Here's a caveat: I have not watched the movie.
I can't bring myself to watch it. It's not because I am unaware of poverty in India. It exists, of course it does. It does so in horrifying, mind-numbing ways. And while I think some of the criticism is a bit over the top, I do understand it. India as presented to Western eyes is always a source of some discomfort to me. It's not that situations or events are necessarily fabricated...much of it is factual. It is the discomfort of an alien gaze, dissecting us from a rather lordly distance. And more than that, that these are the only images of India on film that make it into the consciousness of most Western film-goers.
We watched the Raj films in the 1980's, where dashing British officers rescued lily-white maidens from India's ubiquitous heat and dust. Is India hot and dusty? Yes! But it is also cold and snowy and mild and temperate. It is also the land of eternal snows and coastal waterways. In the Raj films India and its life under the British fell away beneath the weight of English nostalgia for the jewel in its crown.

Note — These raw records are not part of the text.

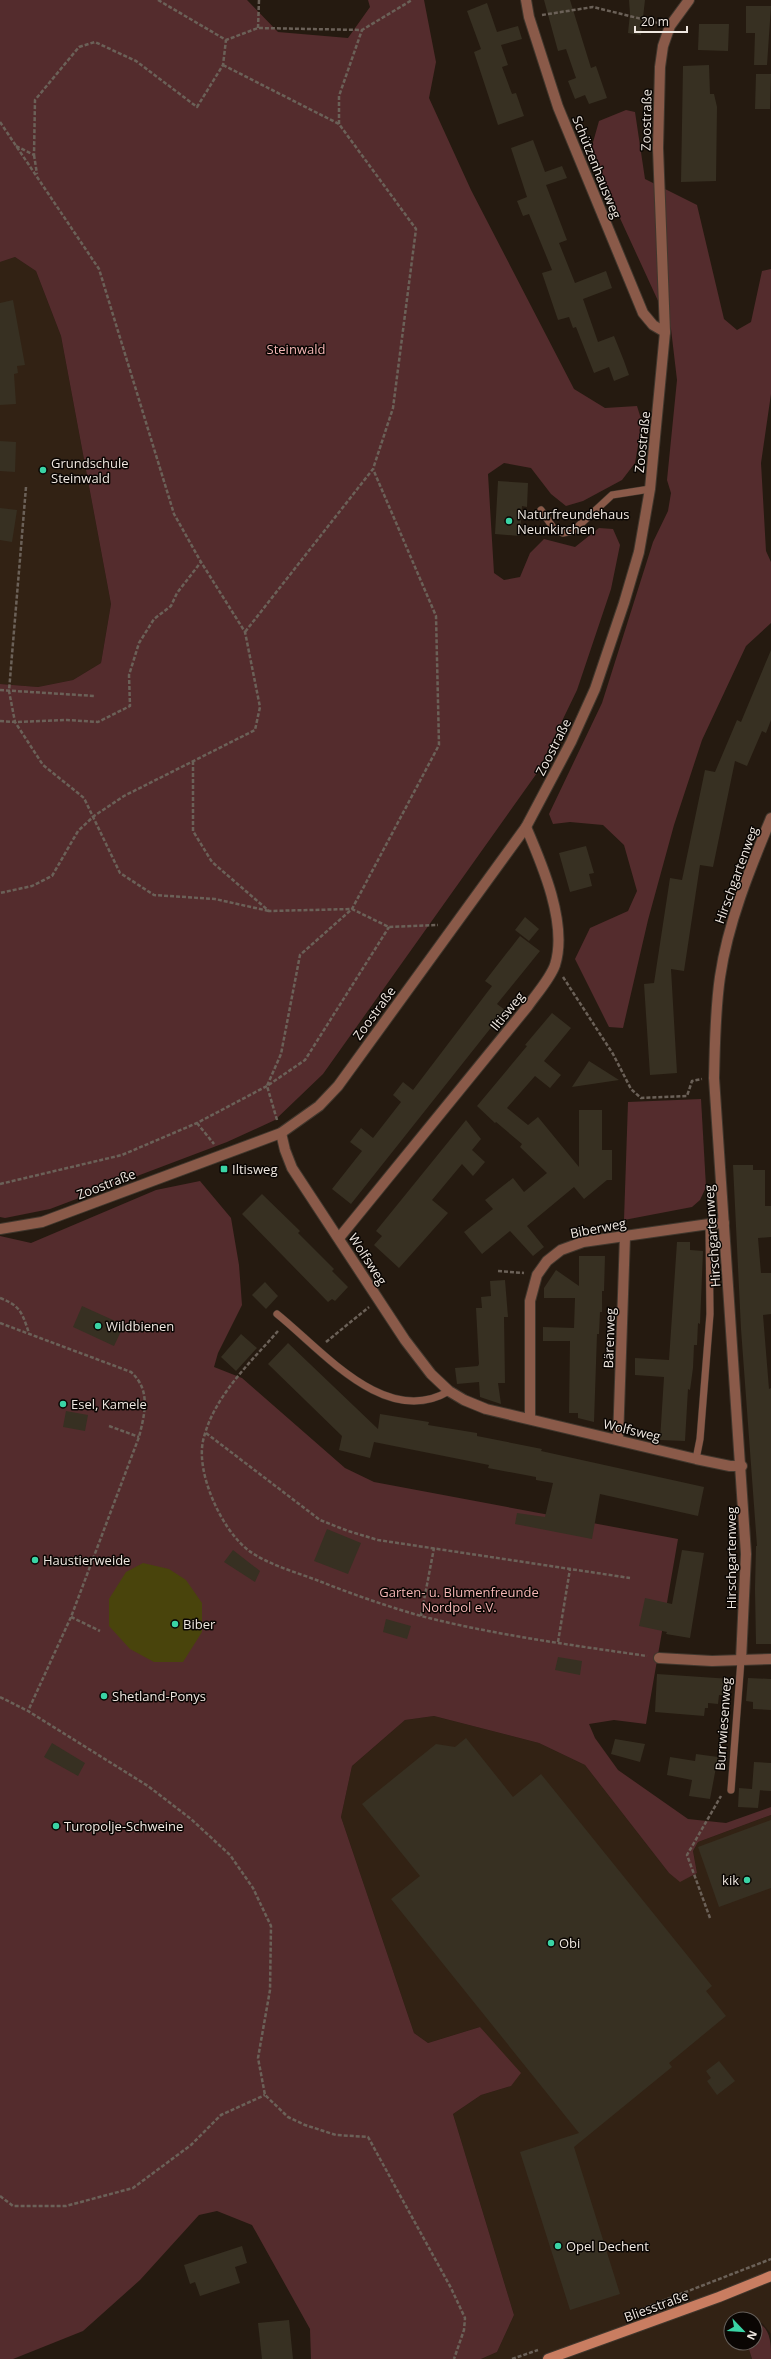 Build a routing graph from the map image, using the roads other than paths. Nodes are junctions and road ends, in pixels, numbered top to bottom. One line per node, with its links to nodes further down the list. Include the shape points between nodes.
1 (526, 0): 3 (street, Schützenhausweg, via 558,107 643,313 653,325)
2 (690, 0): 3 (street, Zoostraße, via 670,26 663,46 660,67 658,148)
3 (665, 332): 4 (street, Zoostraße)
4 (650, 489): 5 (lane, via 612,495 573,531 563,533 554,529); 7 (street, Zoostraße, via 640,552 595,689 571,742)
5 (541, 510)
6 (771, 818): 8 (street, Hirschgartenweg)
7 (526, 827): 9 (street, Zoostraße, via 338,1086 314,1110); 14 (street, Iltisweg, via 556,913 559,941 555,965 528,1006)
8 (767, 840): 10 (street, Hirschgartenweg, via 732,919 720,977 714,1078)
9 (281, 1133): 12 (street, Zoostraße, via 42,1222); 14 (street, Wolfsweg, via 284,1150 292,1168)
10 (724, 1223): 11 (street, Biberweg); 20 (street, Hirschgartenweg)
11 (709, 1224): 13 (street, Biberweg); 19 (lane, Hirschgartenweg, via 710,1314 700,1439)
12 (0, 1229)
13 (625, 1236): 17 (street, Biberweg, via 583,1242 561,1250 547,1261 537,1275 530,1301); 18 (street, Bärenweg)
14 (339, 1238): 16 (street, Wolfsweg, via 409,1345 431,1374)
15 (277, 1314): 16 (lane, via 350,1376 383,1395 402,1401 436,1399)
16 (449, 1391): 17 (street, Wolfsweg, via 486,1409)
17 (530, 1419): 18 (street, Wolfsweg)
18 (618, 1440): 19 (street, Wolfsweg)
19 (696, 1459): 20 (street, Wolfsweg)
20 (742, 1466): 23 (street, Hirschgartenweg, via 746,1554)
21 (659, 1658): 23 (street, Burrwiesenweg)
22 (771, 1659): 23 (street, Burrwiesenweg)
23 (741, 1660): 24 (lane, Burrwiesenweg)
24 (731, 1790)
25 (771, 2276): 26 (main road, Bliesstraße)
26 (548, 2359) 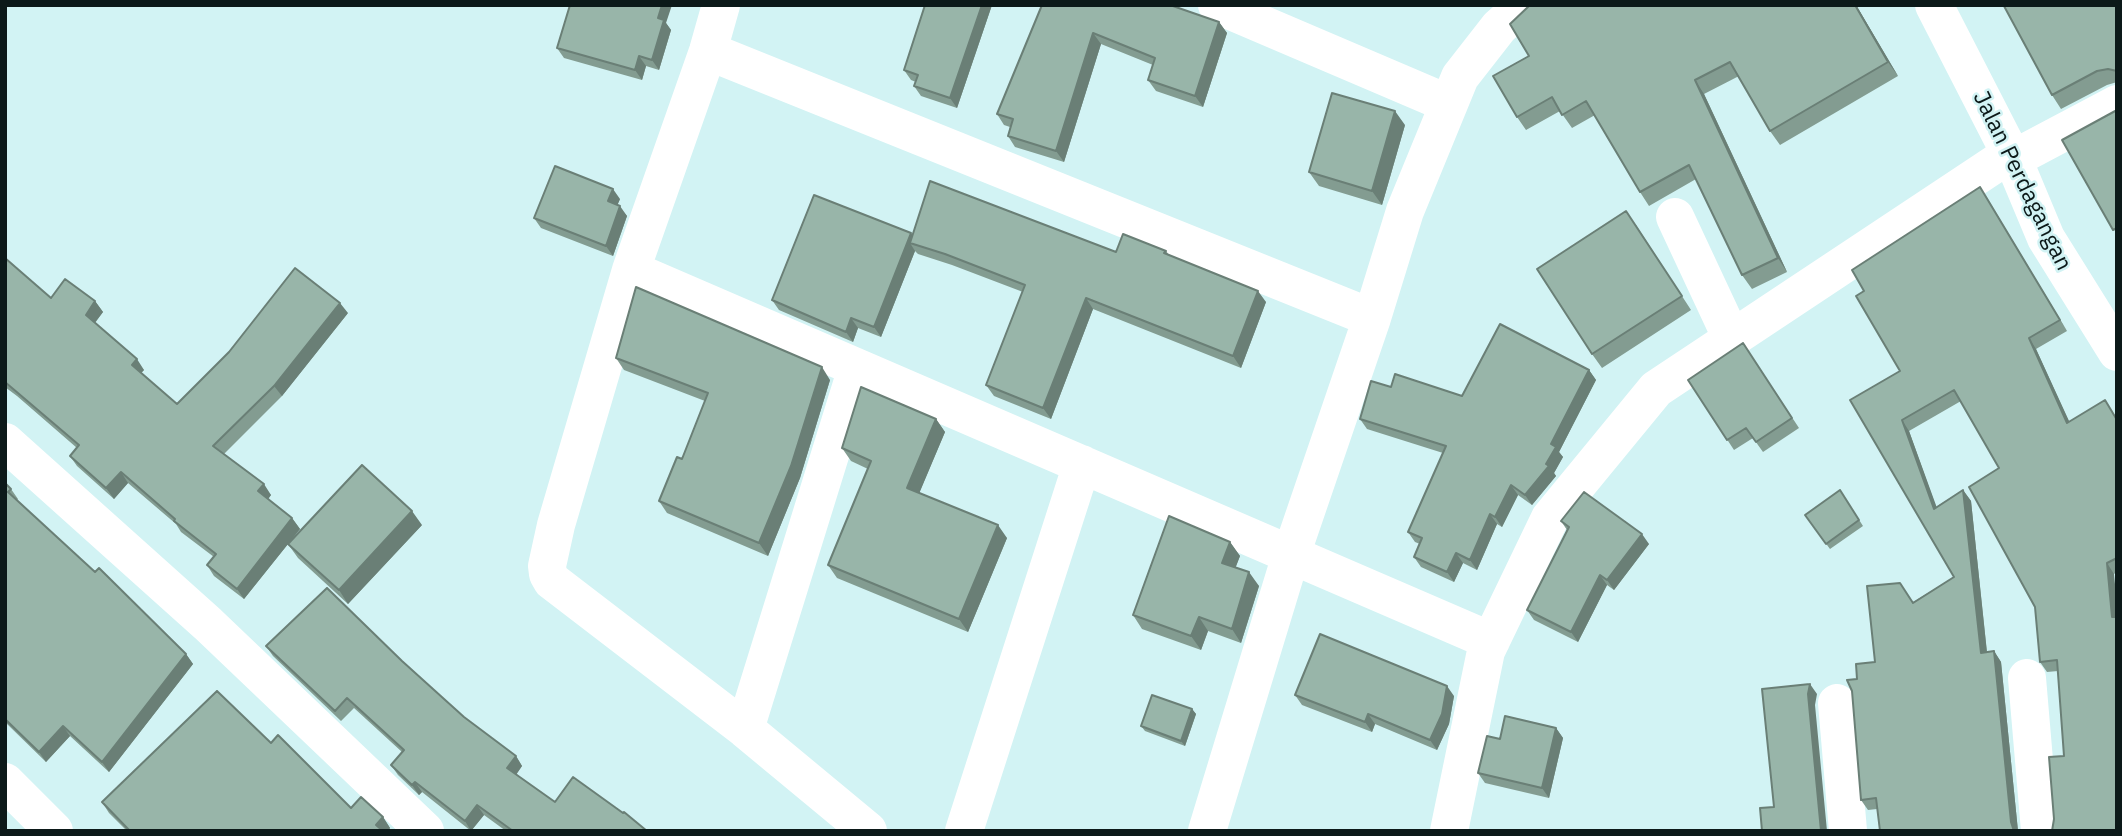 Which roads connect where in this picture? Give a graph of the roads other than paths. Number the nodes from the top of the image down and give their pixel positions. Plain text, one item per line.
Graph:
1 (721, 5) edge
2 (1217, 5) edge
3 (1524, 5) edge
4 (1934, 5) edge
5 (708, 51) junction
6 (1449, 104) junction
7 (2117, 104) edge
8 (2012, 157) junction
9 (1675, 217) dead end
10 (631, 270) junction
11 (1372, 318) junction
12 (1732, 339) junction
13 (2117, 352) edge
14 (857, 368) junction
15 (5, 442) edge
16 (1082, 464) junction
17 (1292, 555) junction
18 (1491, 641) junction
19 (2027, 678) dead end
20 (1837, 703) dead end
21 (745, 729) junction
22 (5, 782) edge
23 (408, 825) edge
24 (54, 831) edge
25 (868, 831) edge
26 (964, 831) edge
27 (1207, 831) edge
28 (1449, 831) edge
29 (1848, 831) edge
30 (2040, 831) edge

Then, for a while we were ignored by film-makers, except for an occasional Merchant-Ivory film. But that was not wholly foreign, for Ismail Merchant was a Bombay boy. Then there were the splutters of 'Fire,' or 'Salaam Bombay.' The latter was also set in Bombay's slums and was made by Meera Nair and was a truly intimate look at life in a slum.
Here's another caveat: I have read Vikas Swarup's Q & A, upon which Slumdog Millionaire is based.

So I know the story and I don't remember as much violence and distress as I hear about in the movie (the opening torture scene, the acid blinding, etc.). Perhaps they were there but they melded into the book so much that I don't remember them three years later. I remember, while reading the book thinking that it was written almost as a screenplay. It's not a well-written book, but the concept is interesting and it was executed well. And there are definite changes from the story.
Even the central character's name has been changed. Ram Mohammad Thomas. An evocative Indianness, reminiscent of Amar, Akbar, Anthony. Those three names, markers of three religions, are stories within themselves in the book. Ram, therefore, typifies all of India and none of it. He symbolizes its three major religions and because he has all three names, none of them. He is in effect, India.
Slumdog's Jamal, on the other hand, becomes an easily graspable entity, a slumdog with a Muslim name.
I watched Danny Boyle on The Daily Show. He called it a love story, that Jamal wanted to sit in the gameshow chair long enough to be sure Latika saw him and so that they could find each other again. No matter how much he calls it a love story, the predominant images that most viewers seem to carry away are the images of violence and poverty. Those seem to be its predominant images from what I've heard about it.
And perhaps that is what its Indian detractors are responding to. Perhaps that is why, depsite all the great press (and the fact that despite all this I am sure it's a great movie) that I cannot make myself watch it. Perhaps when it is out on video I might watch it. But I can't right now amid all its hype.
Is it over-sensitivity, or is it a country cringing to watch itself yet again through alien eyes and feel its complexities being stripped away? Yes, there are movies about the Paris riots for instance, but there are also dozens of movies on its beauty and its romance.
Is it the discomfort of being measured against just one truth by a movie-watching world that will move on to the next big thing soon, and all it will remember about India are its slums and its human miserty and not much else?
I am not sure but I am thinking. And wondering.